:: Data for the task

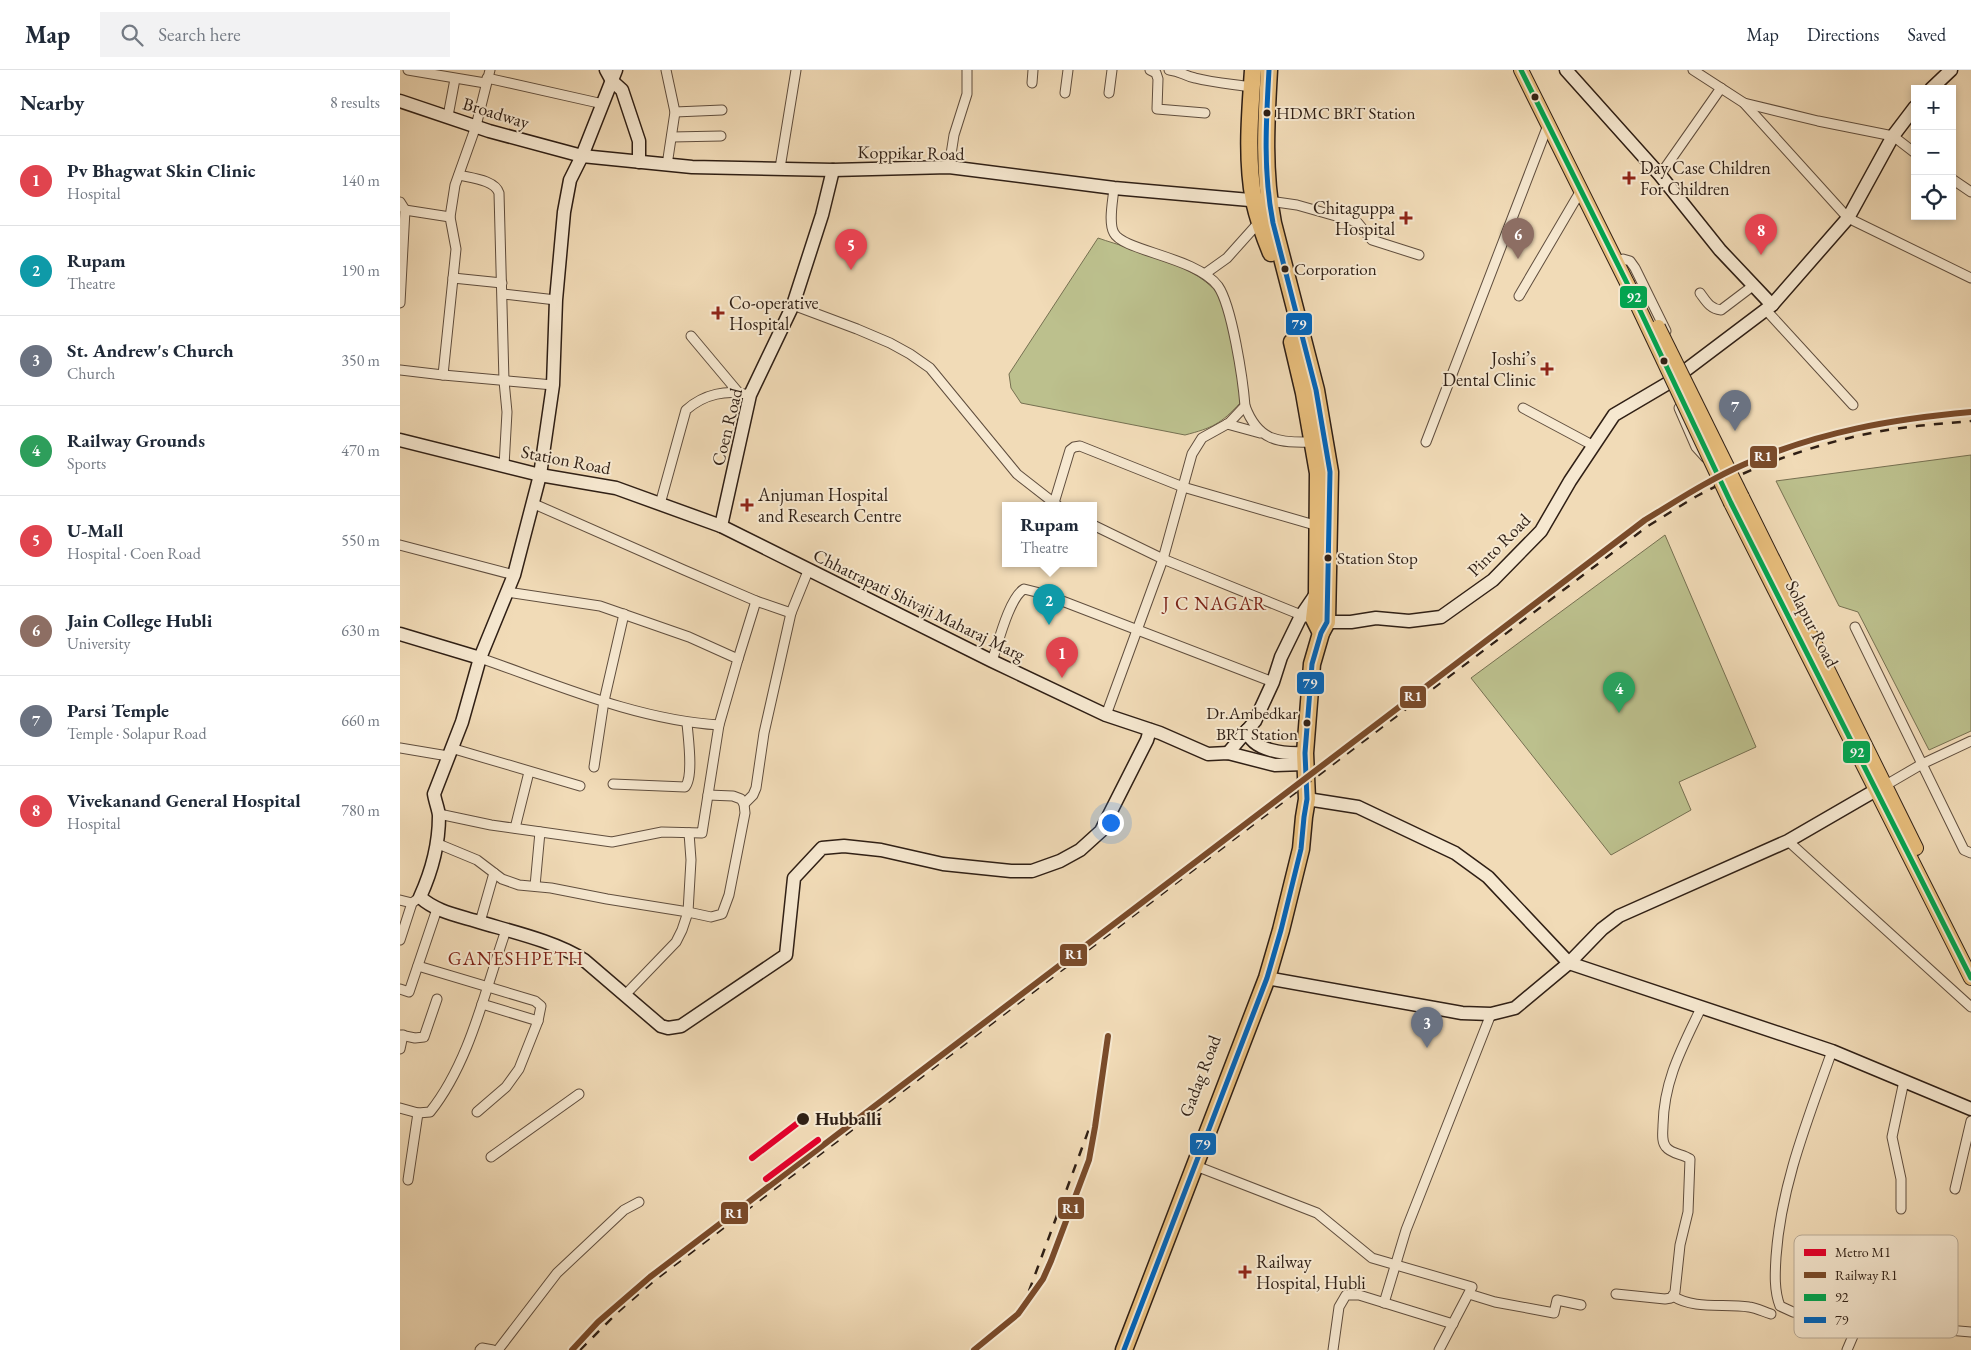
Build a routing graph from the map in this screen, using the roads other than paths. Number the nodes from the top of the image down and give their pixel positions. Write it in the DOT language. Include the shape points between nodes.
graph roads {
  1 [pos="408,70"];
  2 [pos="666,70"];
  3 [pos="796,70"];
  4 [pos="968,70"];
  5 [pos="1033,70"];
  6 [pos="1068,70"];
  7 [pos="1112,70"];
  8 [pos="1167,70"];
  9 [pos="1253,70"];
  10 [pos="1270,70"];
  11 [pos="1521,70"];
  12 [pos="1530,70"];
  13 [pos="1566,70"];
  14 [pos="1692,70"];
  15 [pos="1153,71"];
  16 [pos="1949,71"];
  17 [pos="611,74"];
  18 [pos="487,77"];
  19 [pos="456,79"];
  20 [pos="1032,83"];
  21 [pos="1935,85"];
  22 [pos="1252,87"];
  23 [pos="1722,88"];
  24 [pos="1065,93"];
  25 [pos="1109,93"];
  26 [pos="400,101"];
  27 [pos="1744,103"];
  28 [pos="603,104"];
  29 [pos="722,110"];
  30 [pos="676,112"];
  31 [pos="1911,112"];
  32 [pos="1204,113"];
  33 [pos="448,116"];
  34 [pos="1548,125"];
  35 [pos="476,126"];
  36 [pos="720,136"];
  37 [pos="1893,136"];
  38 [pos="672,138"];
  39 [pos="1911,150"];
  40 [pos="582,156"];
  41 [pos="639,162"];
  42 [pos="667,165"];
  43 [pos="949,167"];
  44 [pos="780,168"];
  45 [pos="833,170"];
  46 [pos="459,175"];
  47 [pos="1660,175"];
  48 [pos="1956,182"];
  49 [pos="1114,188"];
  50 [pos="1580,192"];
  51 [pos="1971,192"];
  52 [pos="402,206"];
  53 [pos="1263,208"];
  54 [pos="450,217"];
  55 [pos="1848,218"];
  56 [pos="1419,255"];
  57 [pos="1619,260"];
  58 [pos="1206,273"];
  59 [pos="453,278"];
  60 [pos="1971,278"];
  61 [pos="502,283"];
  62 [pos="1754,286"];
  63 [pos="1700,293"];
  64 [pos="503,294"];
  65 [pos="1519,296"];
  66 [pos="556,300"];
  67 [pos="400,303"];
  68 [pos="793,305"];
  69 [pos="1769,308"];
  70 [pos="691,336"];
  71 [pos="400,370"];
  72 [pos="443,376"];
  73 [pos="1677,377"];
  74 [pos="504,381"];
  75 [pos="553,385"];
  76 [pos="744,394"];
  77 [pos="1853,405"];
  78 [pos="1245,406"];
  79 [pos="1523,408"];
  80 [pos="1227,424"];
  81 [pos="1261,433"];
  82 [pos="1314,442"];
  83 [pos="1426,442"];
  84 [pos="401,443"];
  85 [pos="1594,446"];
  86 [pos="1718,461"];
  87 [pos="504,466"];
  88 [pos="540,475"];
  89 [pos="1183,487"];
  90 [pos="1052,502"];
  91 [pos="1057,502"];
  92 [pos="532,503"];
  93 [pos="660,504"];
  94 [pos="721,526"];
  95 [pos="1318,526"];
  96 [pos="1097,527"];
  97 [pos="400,545"];
  98 [pos="1163,559"];
  99 [pos="808,570"];
  100 [pos="514,575"];
  101 [pos="507,592"];
  102 [pos="756,601"];
  103 [pos="791,613"];
  104 [pos="624,614"];
  105 [pos="1316,623"];
  106 [pos="1855,627"];
  107 [pos="1138,630"];
  108 [pos="400,634"];
  109 [pos="480,658"];
  110 [pos="738,659"];
  111 [pos="992,661"];
  112 [pos="1273,682"];
  113 [pos="604,701"];
  114 [pos="1106,715"];
  115 [pos="687,723"];
  116 [pos="720,726"];
  117 [pos="1150,730"];
  118 [pos="1248,730"];
  119 [pos="1971,741"];
  120 [pos="400,748"];
  121 [pos="450,752"];
  122 [pos="1228,753"];
  123 [pos="1305,758"];
  124 [pos="1922,764"];
  125 [pos="594,767"];
  126 [pos="529,772"];
  127 [pos="613,784"];
  128 [pos="580,786"];
  129 [pos="1881,788"];
  130 [pos="708,795"];
  131 [pos="1307,798"];
  132 [pos="744,804"];
  133 [pos="439,814"];
  134 [pos="515,828"];
  135 [pos="540,832"];
  136 [pos="689,833"];
  137 [pos="1788,841"];
  138 [pos="436,844"];
  139 [pos="1971,853"];
  140 [pos="494,872"];
  141 [pos="535,886"];
  142 [pos="400,900"];
  143 [pos="416,900"];
  144 [pos="438,909"];
  145 [pos="688,912"];
  146 [pos="480,922"];
  147 [pos="506,930"];
  148 [pos="1281,930"];
  149 [pos="400,940"];
  150 [pos="1971,957"];
  151 [pos="1569,962"];
  152 [pos="418,966"];
  153 [pos="1267,978"];
  154 [pos="1971,978"];
  155 [pos="489,988"];
  156 [pos="400,990"];
  157 [pos="625,995"];
  158 [pos="437,999"];
  159 [pos="482,1004"];
  160 [pos="1701,1008"];
  161 [pos="1971,1008"];
  162 [pos="1492,1014"];
  163 [pos="538,1021"];
  164 [pos="401,1035"];
  165 [pos="400,1049"];
  166 [pos="1832,1052"];
  167 [pos="1904,1081"];
  168 [pos="579,1094"];
  169 [pos="400,1108"];
  170 [pos="1971,1108"];
  171 [pos="477,1112"];
  172 [pos="418,1113"];
  173 [pos="1971,1121"];
  174 [pos="491,1157"];
  175 [pos="1196,1166"];
  176 [pos="408,1180"];
  177 [pos="1955,1189"];
  178 [pos="639,1202"];
  179 [pos="1901,1209"];
  180 [pos="1395,1264"];
  181 [pos="1468,1294"];
  182 [pos="1616,1294"];
  183 [pos="1673,1296"];
  184 [pos="1384,1303"];
  185 [pos="1581,1305"];
  186 [pos="1794,1312"];
  187 [pos="1771,1314"];
  188 [pos="1453,1324"];
  189 [pos="1958,1331"];
  190 [pos="1971,1332"];
  191 [pos="1852,1338"];
  192 [pos="1441,1349"];
  193 [pos="480,1350"];
  194 [pos="493,1350"];
  195 [pos="498,1350"];
  196 [pos="1116,1350"];
  197 [pos="1124,1350"];
  198 [pos="1333,1350"];
  199 [pos="1847,1350"];
  1 -- 19 [label="street"];
  2 -- 30 [label="street"];
  3 -- 44 [label="street"];
  4 -- 43 [label="street" via="967,94 954,136"];
  5 -- 20 [label="street"];
  6 -- 24 [label="street"];
  7 -- 25 [label="street"];
  8 -- 15 [label="street"];
  8 -- 22 [label="street" via="1211,82"];
  9 -- 22 [label="highway"];
  10 -- 53 [label="highway"];
  11 -- 34 [label="main road"];
  12 -- 57 [label="main road"];
  13 -- 47 [label="street"];
  14 -- 23 [label="street"];
  15 -- 32 [label="street" via="1158,79 1157,109"];
  16 -- 21 [label="street"];
  17 -- 28 [label="street"];
  17 -- 41 [label="street" via="622,90 639,141"];
  18 -- 19 [label="street"];
  18 -- 28 [label="street"];
  18 -- 35 [label="street"];
  19 -- 33 [label="street"];
  22 -- 53 [label="highway" via="1249,140"];
  23 -- 27 [label="street"];
  23 -- 47 [label="street"];
  26 -- 33 [label="street, Broadway"];
  27 -- 37 [label="street"];
  27 -- 55 [label="street"];
  28 -- 40 [label="street"];
  29 -- 30 [label="street"];
  30 -- 38 [label="street"];
  31 -- 37 [label="street, Pinto Road"];
  33 -- 35 [label="street, Broadway"];
  34 -- 50 [label="main road"];
  34 -- 83 [label="street"];
  35 -- 40 [label="street, Broadway"];
  35 -- 46 [label="street"];
  36 -- 38 [label="street"];
  37 -- 39 [label="street"];
  37 -- 55 [label="street, Pinto Road"];
  38 -- 42 [label="street"];
  40 -- 41 [label="street, Koppikar Road"];
  40 -- 66 [label="street" via="570,180 564,212"];
  41 -- 42 [label="street, Koppikar Road"];
  42 -- 44 [label="street, Koppikar Road"];
  43 -- 45 [label="street, Koppikar Road"];
  43 -- 49 [label="street, Koppikar Road"];
  44 -- 45 [label="street, Koppikar Road"];
  45 -- 68 [label="street, Coen Road"];
  46 -- 54 [label="street"];
  46 -- 61 [label="street" via="492,184 500,193"];
  47 -- 62 [label="street" via="1720,250"];
  48 -- 51 [label="street"];
  49 -- 53 [label="street, Koppikar Road"];
  49 -- 58 [label="street" via="1111,224 1114,235"];
  50 -- 57 [label="main road"];
  50 -- 65 [label="street"];
  52 -- 54 [label="street"];
  52 -- 67 [label="street"];
  53 -- 56 [label="street" via="1297,205 1357,222 1372,240"];
  53 -- 58 [label="street" via="1227,258"];
  53 -- 82 [label="highway"];
  53 -- 105 [label="highway" via="1316,390 1330,472"];
  54 -- 59 [label="street" via="456,243"];
  55 -- 60 [label="street"];
  55 -- 69 [label="street, Pinto Road"];
  57 -- 73 [label="street" via="1614,270"];
  57 -- 73 [label="street" via="1630,261 1635,268"];
  57 -- 86 [label="main road, Solapur Road, bridge"];
  58 -- 78 [label="street" via="1225,301"];
  59 -- 61 [label="street"];
  59 -- 72 [label="street"];
  61 -- 64 [label="street"];
  62 -- 63 [label="street" via="1720,310 1711,307"];
  62 -- 69 [label="street"];
  64 -- 66 [label="street"];
  64 -- 74 [label="street"];
  66 -- 75 [label="street"];
  68 -- 76 [label="street, Coen Road"];
  68 -- 90 [label="street" via="890,343 930,368 1018,474"];
  69 -- 73 [label="street, Pinto Road"];
  69 -- 77 [label="street"];
  70 -- 76 [label="street"];
  71 -- 72 [label="street"];
  72 -- 74 [label="street"];
  73 -- 85 [label="street, Pinto Road" via="1614,415"];
  73 -- 86 [label="street" via="1696,447"];
  73 -- 86 [label="street" via="1724,448"];
  74 -- 75 [label="street"];
  74 -- 87 [label="street" via="507,412"];
  75 -- 88 [label="street"];
  76 -- 93 [label="street" via="709,395 696,400 686,410"];
  76 -- 94 [label="street, Coen Road"];
  78 -- 80 [label="street"];
  78 -- 81 [label="street"];
  79 -- 85 [label="street"];
  80 -- 81 [label="street"];
  80 -- 89 [label="street" via="1202,438 1192,454"];
  81 -- 82 [label="street" via="1274,439"];
  82 -- 95 [label="highway" via="1318,473"];
  84 -- 87 [label="street, Station Road"];
  85 -- 105 [label="street, Pinto Road" via="1541,531 1492,580 1441,617"];
  86 -- 129 [label="main road, Solapur Road, bridge" via="1794,632"];
  87 -- 88 [label="street, Station Road"];
  88 -- 92 [label="street"];
  88 -- 93 [label="street, Station Road" via="616,488"];
  89 -- 91 [label="street" via="1080,446 1070,450"];
  89 -- 95 [label="street"];
  89 -- 98 [label="street"];
  92 -- 100 [label="street"];
  92 -- 102 [label="street"];
  93 -- 94 [label="street, Station Road"];
  94 -- 99 [label="street, Chhatrapati Shivaji Maharaj Marg"];
  95 -- 105 [label="highway"];
  96 -- 98 [label="street"];
  97 -- 100 [label="street"];
  98 -- 105 [label="street"];
  98 -- 107 [label="street"];
  99 -- 103 [label="street"];
  99 -- 111 [label="street, Chhatrapati Shivaji Maharaj Marg"];
  100 -- 101 [label="street"];
  101 -- 104 [label="street" via="600,606"];
  101 -- 109 [label="street"];
  102 -- 103 [label="street"];
  102 -- 110 [label="street"];
  103 -- 132 [label="street" via="764,732 758,781"];
  104 -- 110 [label="street"];
  104 -- 113 [label="street"];
  105 -- 112 [label="street" via="1280,658"];
  105 -- 123 [label="highway, Gadag Road"];
  106 -- 124 [label="street"];
  107 -- 111 [label="street" via="1044,594 1024,590 1012,604"];
  107 -- 112 [label="street"];
  107 -- 114 [label="street"];
  108 -- 109 [label="street"];
  109 -- 113 [label="street"];
  109 -- 121 [label="street"];
  110 -- 116 [label="street"];
  111 -- 114 [label="street, Chhatrapati Shivaji Maharaj Marg"];
  112 -- 118 [label="street"];
  113 -- 115 [label="street"];
  113 -- 125 [label="street"];
  114 -- 117 [label="street, Chhatrapati Shivaji Maharaj Marg"];
  115 -- 116 [label="street"];
  115 -- 127 [label="street" via="690,776 685,787"];
  116 -- 130 [label="street"];
  117 -- 122 [label="street" via="1208,754"];
  117 -- 157 [label="street" via="1101,831 1080,850 1060,861 1032,871 1011,871 943,864 881,850 844,846 822,848 794,878 786,955 681,1026 661,1026"];
  118 -- 122 [label="street"];
  118 -- 123 [label="street" via="1252,742"];
  119 -- 124 [label="street"];
  120 -- 121 [label="street"];
  121 -- 126 [label="street"];
  121 -- 133 [label="street" via="434,794"];
  122 -- 123 [label="street" via="1275,765"];
  123 -- 131 [label="highway, Gadag Road"];
  124 -- 129 [label="street"];
  124 -- 139 [label="street" via="1964,850"];
  126 -- 128 [label="street"];
  126 -- 134 [label="street"];
  129 -- 137 [label="street"];
  129 -- 150 [label="main road, Solapur Road"];
  129 -- 154 [label="main road, Solapur Road"];
  130 -- 132 [label="street" via="733,796"];
  130 -- 136 [label="street" via="702,833"];
  131 -- 148 [label="highway, Gadag Road" via="1301,849"];
  131 -- 151 [label="street" via="1358,807 1455,853 1488,877"];
  132 -- 145 [label="street" via="745,814 729,895 722,914 711,917"];
  133 -- 134 [label="street"];
  133 -- 138 [label="street"];
  134 -- 135 [label="street"];
  135 -- 136 [label="street" via="612,842 662,832"];
  135 -- 141 [label="street"];
  136 -- 145 [label="street"];
  137 -- 151 [label="street" via="1619,916"];
  137 -- 161 [label="street"];
  138 -- 140 [label="street" via="477,860"];
  138 -- 143 [label="street"];
  140 -- 141 [label="street" via="502,879"];
  140 -- 146 [label="street"];
  141 -- 145 [label="street"];
  142 -- 143 [label="street"];
  143 -- 144 [label="street"];
  143 -- 149 [label="street"];
  144 -- 146 [label="street"];
  144 -- 152 [label="street"];
  145 -- 157 [label="street" via="676,942"];
  146 -- 147 [label="street"];
  147 -- 155 [label="street"];
  147 -- 157 [label="street" via="574,954"];
  148 -- 153 [label="highway, Gadag Road"];
  148 -- 196 [label="highway, Gadag Road" via="1260,975"];
  151 -- 160 [label="street"];
  151 -- 162 [label="street" via="1515,1008"];
  152 -- 155 [label="street"];
  152 -- 156 [label="street" via="409,992"];
  153 -- 162 [label="street" via="1462,1013"];
  153 -- 175 [label="highway, Gadag Road"];
  155 -- 159 [label="street"];
  155 -- 163 [label="street" via="539,1003"];
  158 -- 164 [label="street" via="424,1037"];
  159 -- 163 [label="street"];
  159 -- 172 [label="street" via="459,1062 438,1102 430,1112"];
  160 -- 166 [label="street"];
  160 -- 183 [label="street" via="1673,1067 1664,1106 1665,1146 1669,1151 1690,1159 1688,1212"];
  162 -- 180 [label="street"];
  163 -- 171 [label="street" via="519,1069 506,1087"];
  164 -- 165 [label="street"];
  166 -- 167 [label="street"];
  166 -- 186 [label="street" via="1786,1187 1778,1229 1775,1272 1780,1306"];
  167 -- 170 [label="street"];
  167 -- 179 [label="street" via="1892,1137 1901,1179"];
  168 -- 174 [label="street"];
  169 -- 172 [label="street"];
  172 -- 176 [label="street"];
  173 -- 177 [label="street"];
  175 -- 180 [label="street" via="1317,1213 1372,1258"];
  175 -- 197 [label="highway, Gadag Road"];
  178 -- 195 [label="street" via="624,1210 557,1273"];
  180 -- 181 [label="street" via="1472,1287"];
  180 -- 184 [label="street"];
  181 -- 185 [label="street" via="1554,1313 1557,1300"];
  181 -- 188 [label="street"];
  182 -- 183 [label="street" via="1665,1299"];
  183 -- 187 [label="street" via="1681,1301 1750,1307"];
  184 -- 188 [label="street"];
  184 -- 198 [label="street" via="1359,1295 1346,1295 1338,1307"];
  188 -- 192 [label="street"];
  189 -- 190 [label="street"];
  191 -- 199 [label="street"];
  193 -- 194 [label="street"];
}
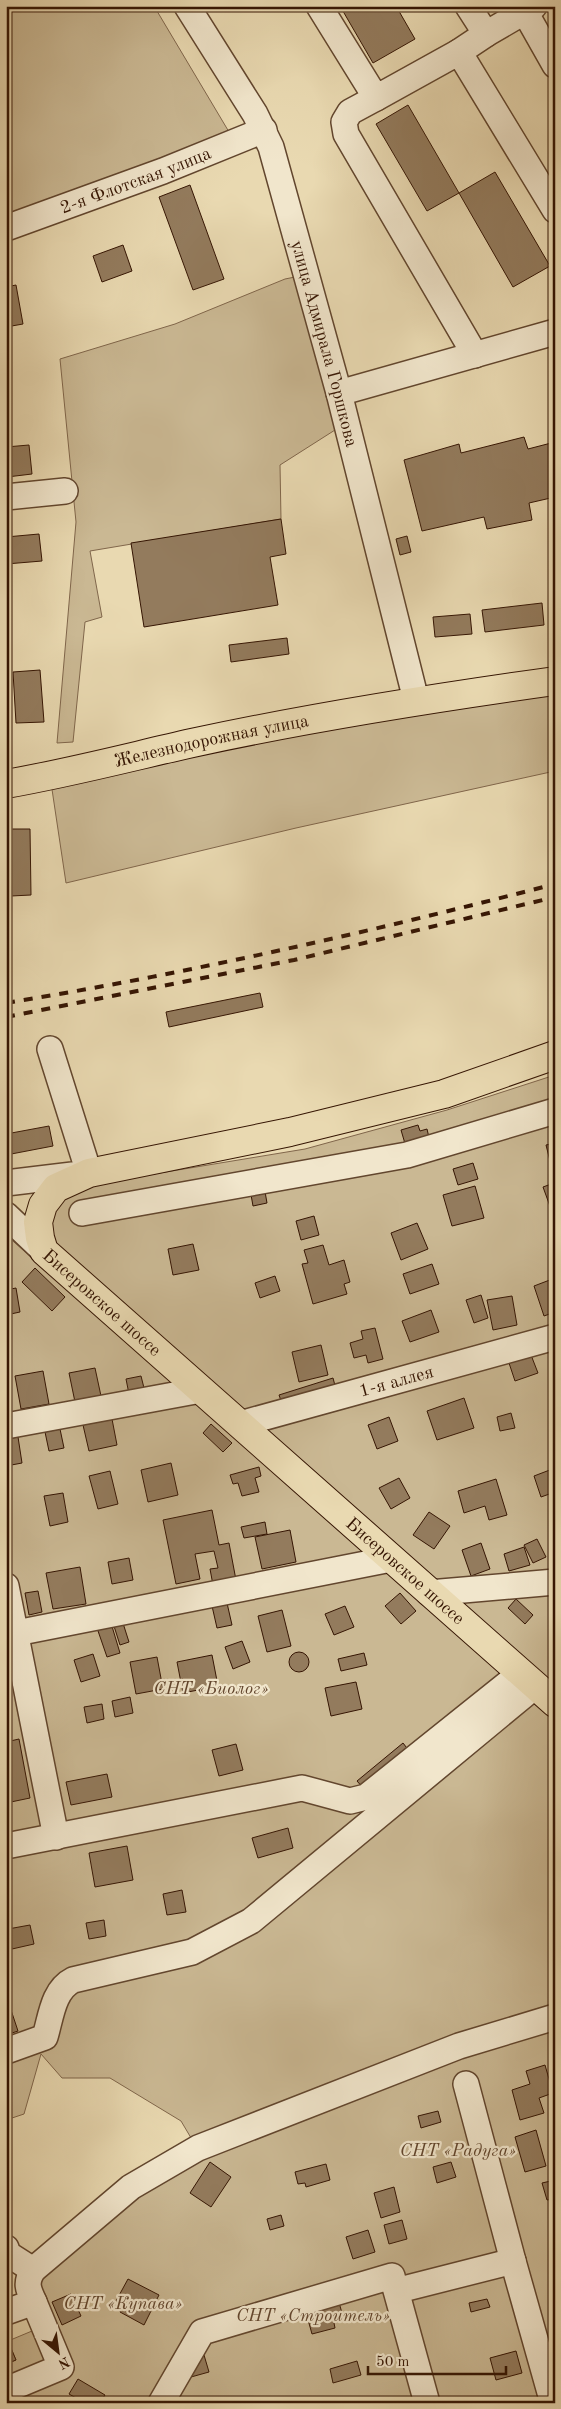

::::

_Requirement_: Show the lines above with "Coen".

_Reply_:
  45 -- 68 [label="street, Coen Road"];
  68 -- 76 [label="street, Coen Road"];
  76 -- 94 [label="street, Coen Road"];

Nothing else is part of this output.